I take seriously the Reggio Emilia inspired notion that the primary responsibility of a teacher is to be a researcher – one who makes private thinking public and invisible thinking visible. Teachers should work* to understand the thinking of each student and identify what they can do in order to prepare the learning environment for the next intellectual development.
During my educator workshops around the world I often find that the best engineers are preschool teachers, the best mathematicians teach P.E., and the most natural programmers teach 5th grade (or vice versa?). I have certainly found plenty of veteran teachers to be much more sophisticated technology users than their younger peers. Starting the workshop with preconceived notions of who the participants are or what they think they know only narrows the possibilities for serendipity and exceeding expectations.
This is the time of year when teachers meet with teachers of the next grade level to discuss the students they are about to receive. Perhaps this common practice is counterproductive. A student’s “file” can be a life sentence. Why be prejudiced about a student before you meet her? Why not start every class with fresh eyes, an open mind, and open heart? Ask yourself, “How do I make this the best seven hours or forty-three minutes of a kid’s life?”
Footnote:
* It's a lot less like work than it about caring for each student or getting to know them on a collegial level.
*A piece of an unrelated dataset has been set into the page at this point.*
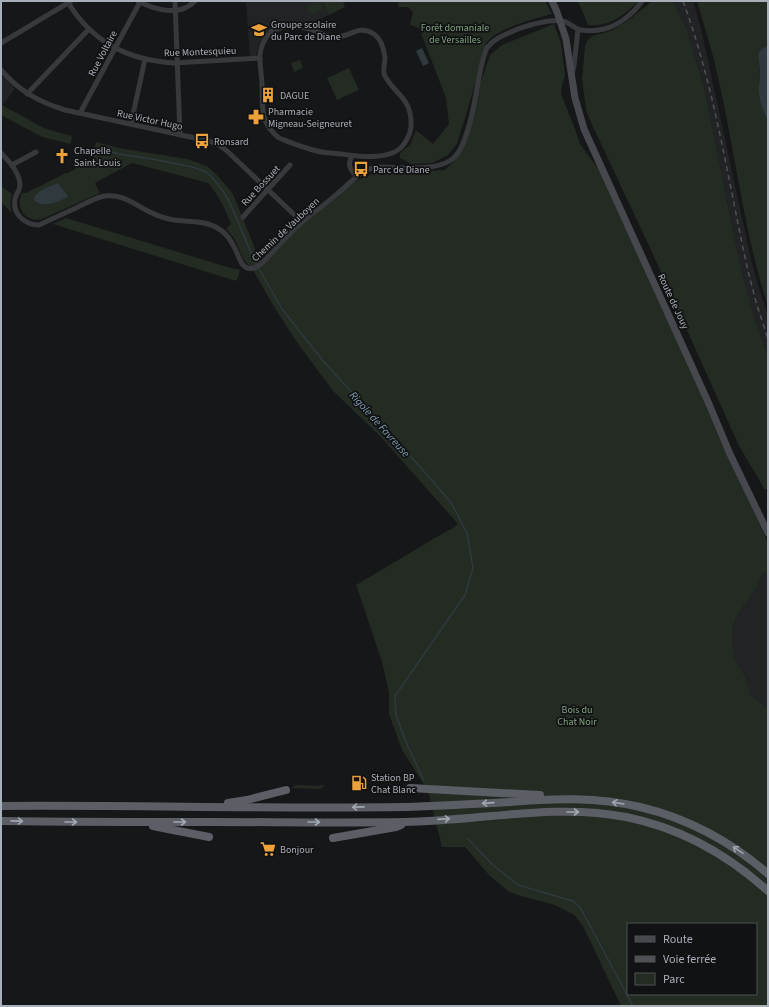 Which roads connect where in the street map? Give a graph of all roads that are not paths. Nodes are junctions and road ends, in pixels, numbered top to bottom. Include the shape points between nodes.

Veteran educator Gary Stager, Ph.D. is the author of Twenty Things to Do with a Computer – Forward 50, co-author of Invent To Learn — Making, Tinkering, and Engineering in the Classroom, publisher at Constructing Modern Knowledge Press, and the founder of the Constructing Modern Knowledge summer institute. He led professional development in the world’s first 1:1 laptop schools thirty years ago and designed one of the oldest online graduate school programs. Gary is also the curator of The Seymour Papert archives at DailyPapert.com. Learn more about Gary here.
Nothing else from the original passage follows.